In the target Gluster mount example above, the container needs a UID set to 592, so the following can be added to the pod definition:

spec:
  containers: (1)
  - name:
  ...
    securityContext:
      runAsUser: 592  (2)
1 Pods contain a securtityContext specific to each container and a pod-level securityContext, which applies to all containers defined in the pod.
2 The UID defined on the Gluster mount.

With the default project and the restricted SCC, a pod’s requested user ID of 592 will not be allowed, and the pod will fail. This is because:

  • The pod requests 592 as its user ID.

  • All SCCs available to the pod are examined to see which SCC will allow a user ID of 592.

  • Because all available SCCs use MustRunAsRange for their runAsUser strategy, UID range checking is required.

  • 592 is not included in the SCC or project’s user ID range.

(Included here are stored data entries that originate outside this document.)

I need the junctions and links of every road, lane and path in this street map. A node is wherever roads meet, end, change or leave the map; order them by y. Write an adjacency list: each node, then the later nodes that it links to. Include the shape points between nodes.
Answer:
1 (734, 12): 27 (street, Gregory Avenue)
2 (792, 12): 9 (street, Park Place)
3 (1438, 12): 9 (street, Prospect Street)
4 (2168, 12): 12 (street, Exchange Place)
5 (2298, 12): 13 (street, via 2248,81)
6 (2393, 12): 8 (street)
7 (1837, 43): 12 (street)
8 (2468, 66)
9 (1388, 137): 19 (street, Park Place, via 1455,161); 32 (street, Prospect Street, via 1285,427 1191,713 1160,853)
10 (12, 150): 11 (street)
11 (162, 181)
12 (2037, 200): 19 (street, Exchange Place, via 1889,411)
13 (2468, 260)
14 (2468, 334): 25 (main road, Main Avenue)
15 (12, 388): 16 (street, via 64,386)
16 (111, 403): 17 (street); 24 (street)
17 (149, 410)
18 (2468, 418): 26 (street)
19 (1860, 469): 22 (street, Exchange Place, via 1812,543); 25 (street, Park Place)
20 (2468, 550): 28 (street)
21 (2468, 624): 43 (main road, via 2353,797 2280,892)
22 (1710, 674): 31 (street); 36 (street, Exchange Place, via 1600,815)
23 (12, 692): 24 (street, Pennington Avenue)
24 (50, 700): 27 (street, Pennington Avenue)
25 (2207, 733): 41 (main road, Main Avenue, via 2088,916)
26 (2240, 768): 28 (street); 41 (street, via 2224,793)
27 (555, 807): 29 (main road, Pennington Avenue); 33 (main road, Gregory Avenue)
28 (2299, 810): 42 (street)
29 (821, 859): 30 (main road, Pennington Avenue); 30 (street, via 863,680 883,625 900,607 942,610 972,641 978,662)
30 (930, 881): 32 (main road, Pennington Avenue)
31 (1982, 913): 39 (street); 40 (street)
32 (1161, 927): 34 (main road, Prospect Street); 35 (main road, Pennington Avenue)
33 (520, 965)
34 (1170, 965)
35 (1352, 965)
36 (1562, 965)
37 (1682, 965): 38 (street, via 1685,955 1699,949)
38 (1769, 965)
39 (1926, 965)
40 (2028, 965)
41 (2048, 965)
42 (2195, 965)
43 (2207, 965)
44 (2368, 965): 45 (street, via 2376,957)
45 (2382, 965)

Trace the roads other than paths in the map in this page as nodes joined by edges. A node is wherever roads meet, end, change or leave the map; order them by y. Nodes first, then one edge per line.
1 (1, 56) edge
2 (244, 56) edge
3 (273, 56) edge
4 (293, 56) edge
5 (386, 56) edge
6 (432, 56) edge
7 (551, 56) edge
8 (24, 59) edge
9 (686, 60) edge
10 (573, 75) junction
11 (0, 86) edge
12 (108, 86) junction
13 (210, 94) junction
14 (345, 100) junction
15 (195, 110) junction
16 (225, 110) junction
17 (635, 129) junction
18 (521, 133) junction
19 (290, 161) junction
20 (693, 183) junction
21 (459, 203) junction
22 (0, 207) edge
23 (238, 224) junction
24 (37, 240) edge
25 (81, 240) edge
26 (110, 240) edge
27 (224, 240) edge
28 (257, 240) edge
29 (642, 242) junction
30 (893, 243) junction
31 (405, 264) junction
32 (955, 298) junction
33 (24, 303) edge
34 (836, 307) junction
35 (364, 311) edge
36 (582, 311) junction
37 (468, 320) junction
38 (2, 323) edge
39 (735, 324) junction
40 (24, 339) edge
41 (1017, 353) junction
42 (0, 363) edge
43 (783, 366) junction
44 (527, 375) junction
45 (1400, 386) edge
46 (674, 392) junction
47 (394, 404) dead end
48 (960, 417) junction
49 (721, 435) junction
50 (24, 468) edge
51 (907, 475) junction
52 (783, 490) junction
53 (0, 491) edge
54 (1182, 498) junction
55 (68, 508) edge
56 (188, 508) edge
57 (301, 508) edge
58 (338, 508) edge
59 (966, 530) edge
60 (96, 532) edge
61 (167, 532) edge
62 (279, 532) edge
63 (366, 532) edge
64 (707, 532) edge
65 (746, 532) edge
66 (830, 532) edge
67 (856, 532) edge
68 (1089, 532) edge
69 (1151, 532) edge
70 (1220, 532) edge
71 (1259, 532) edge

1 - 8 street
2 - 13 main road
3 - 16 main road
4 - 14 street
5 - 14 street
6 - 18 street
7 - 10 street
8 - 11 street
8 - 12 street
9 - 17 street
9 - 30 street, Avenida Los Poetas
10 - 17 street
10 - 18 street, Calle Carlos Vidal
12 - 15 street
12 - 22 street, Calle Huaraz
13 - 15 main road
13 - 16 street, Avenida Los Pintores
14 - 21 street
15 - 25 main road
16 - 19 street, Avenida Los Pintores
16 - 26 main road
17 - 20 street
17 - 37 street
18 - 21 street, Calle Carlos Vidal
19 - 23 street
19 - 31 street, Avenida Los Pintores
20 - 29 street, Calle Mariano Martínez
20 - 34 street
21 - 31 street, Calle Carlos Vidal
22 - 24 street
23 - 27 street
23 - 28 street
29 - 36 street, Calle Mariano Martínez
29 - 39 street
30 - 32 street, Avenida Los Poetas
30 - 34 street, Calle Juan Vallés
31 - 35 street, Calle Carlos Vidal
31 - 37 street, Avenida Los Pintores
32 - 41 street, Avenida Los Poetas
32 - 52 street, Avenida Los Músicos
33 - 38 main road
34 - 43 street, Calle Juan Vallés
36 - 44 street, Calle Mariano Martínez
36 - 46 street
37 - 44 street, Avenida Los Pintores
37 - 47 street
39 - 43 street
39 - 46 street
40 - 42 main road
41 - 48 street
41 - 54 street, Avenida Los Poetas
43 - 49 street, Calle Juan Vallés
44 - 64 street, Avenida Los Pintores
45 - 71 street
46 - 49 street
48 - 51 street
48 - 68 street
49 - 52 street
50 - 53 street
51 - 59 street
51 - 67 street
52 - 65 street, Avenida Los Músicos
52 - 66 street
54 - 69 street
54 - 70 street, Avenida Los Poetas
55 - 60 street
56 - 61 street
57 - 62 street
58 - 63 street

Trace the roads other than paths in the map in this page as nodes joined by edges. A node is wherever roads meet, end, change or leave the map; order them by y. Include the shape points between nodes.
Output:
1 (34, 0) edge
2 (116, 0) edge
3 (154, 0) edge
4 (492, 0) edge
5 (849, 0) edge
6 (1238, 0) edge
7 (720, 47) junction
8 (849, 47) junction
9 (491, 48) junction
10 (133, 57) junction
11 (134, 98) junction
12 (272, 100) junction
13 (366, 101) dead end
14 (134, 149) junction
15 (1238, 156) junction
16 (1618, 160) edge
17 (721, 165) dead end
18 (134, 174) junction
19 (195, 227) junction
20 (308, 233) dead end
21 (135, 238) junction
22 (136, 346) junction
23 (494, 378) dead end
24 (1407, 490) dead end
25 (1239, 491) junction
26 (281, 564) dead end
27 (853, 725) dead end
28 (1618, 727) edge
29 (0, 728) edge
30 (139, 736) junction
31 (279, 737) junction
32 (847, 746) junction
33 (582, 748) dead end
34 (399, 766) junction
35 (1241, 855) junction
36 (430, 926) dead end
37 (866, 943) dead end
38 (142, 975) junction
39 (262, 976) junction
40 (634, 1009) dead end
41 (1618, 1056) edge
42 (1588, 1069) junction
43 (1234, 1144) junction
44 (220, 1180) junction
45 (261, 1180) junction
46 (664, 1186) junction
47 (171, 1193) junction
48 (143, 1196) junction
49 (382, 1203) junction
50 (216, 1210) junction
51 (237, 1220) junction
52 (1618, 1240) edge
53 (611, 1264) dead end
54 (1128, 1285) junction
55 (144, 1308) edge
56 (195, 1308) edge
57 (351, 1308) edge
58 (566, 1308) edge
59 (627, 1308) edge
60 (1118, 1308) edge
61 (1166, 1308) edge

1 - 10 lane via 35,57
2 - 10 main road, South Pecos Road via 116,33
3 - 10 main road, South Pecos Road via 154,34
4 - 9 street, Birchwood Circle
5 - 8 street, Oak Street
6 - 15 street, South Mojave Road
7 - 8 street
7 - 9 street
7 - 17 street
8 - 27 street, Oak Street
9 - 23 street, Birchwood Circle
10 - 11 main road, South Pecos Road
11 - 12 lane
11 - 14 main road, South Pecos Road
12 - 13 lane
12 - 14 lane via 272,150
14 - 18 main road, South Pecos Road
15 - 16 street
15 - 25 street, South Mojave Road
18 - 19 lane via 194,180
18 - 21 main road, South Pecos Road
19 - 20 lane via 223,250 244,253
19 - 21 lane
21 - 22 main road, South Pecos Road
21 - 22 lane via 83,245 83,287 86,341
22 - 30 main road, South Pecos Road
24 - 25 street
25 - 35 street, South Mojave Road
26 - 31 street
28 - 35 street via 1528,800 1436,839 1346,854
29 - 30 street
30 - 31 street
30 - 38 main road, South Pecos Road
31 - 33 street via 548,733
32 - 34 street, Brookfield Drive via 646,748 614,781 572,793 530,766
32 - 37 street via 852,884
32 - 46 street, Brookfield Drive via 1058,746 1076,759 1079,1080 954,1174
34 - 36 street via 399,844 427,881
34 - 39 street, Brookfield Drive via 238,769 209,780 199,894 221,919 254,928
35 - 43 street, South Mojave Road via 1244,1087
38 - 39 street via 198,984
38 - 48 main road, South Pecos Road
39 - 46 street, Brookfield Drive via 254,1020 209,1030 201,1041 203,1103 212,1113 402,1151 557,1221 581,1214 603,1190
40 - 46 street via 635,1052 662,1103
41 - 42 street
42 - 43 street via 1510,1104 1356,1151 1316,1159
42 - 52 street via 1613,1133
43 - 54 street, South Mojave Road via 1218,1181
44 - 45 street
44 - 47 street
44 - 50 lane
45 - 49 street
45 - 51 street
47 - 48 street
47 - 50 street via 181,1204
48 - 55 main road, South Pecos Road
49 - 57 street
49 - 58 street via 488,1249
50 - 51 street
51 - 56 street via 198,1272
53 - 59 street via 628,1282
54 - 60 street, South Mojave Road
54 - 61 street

Do not modify the predefined SCCs. Insead, create a custom SCC so that minimum and maximum user IDs are defined, UID range checking is still enforced, and the UID of 592 will be allowed.

SELinux

See the full Volume Security topic for information on controlling storage access in conjunction with using SELinux.

By default, SELinux does not allow writing from a pod to a remote Gluster server.

To enable writing to GlusterFS volumes with SELinux enforcing on each node, run:

$ sudo setsebool -P virt_sandbox_use_fusefs on

The virt_sandbox_use_fusefs boolean is defined by the docker-selinux package. If you get an error saying it is not defined, please ensure that this package is installed.

The -P option makes the bool persistent between reboots.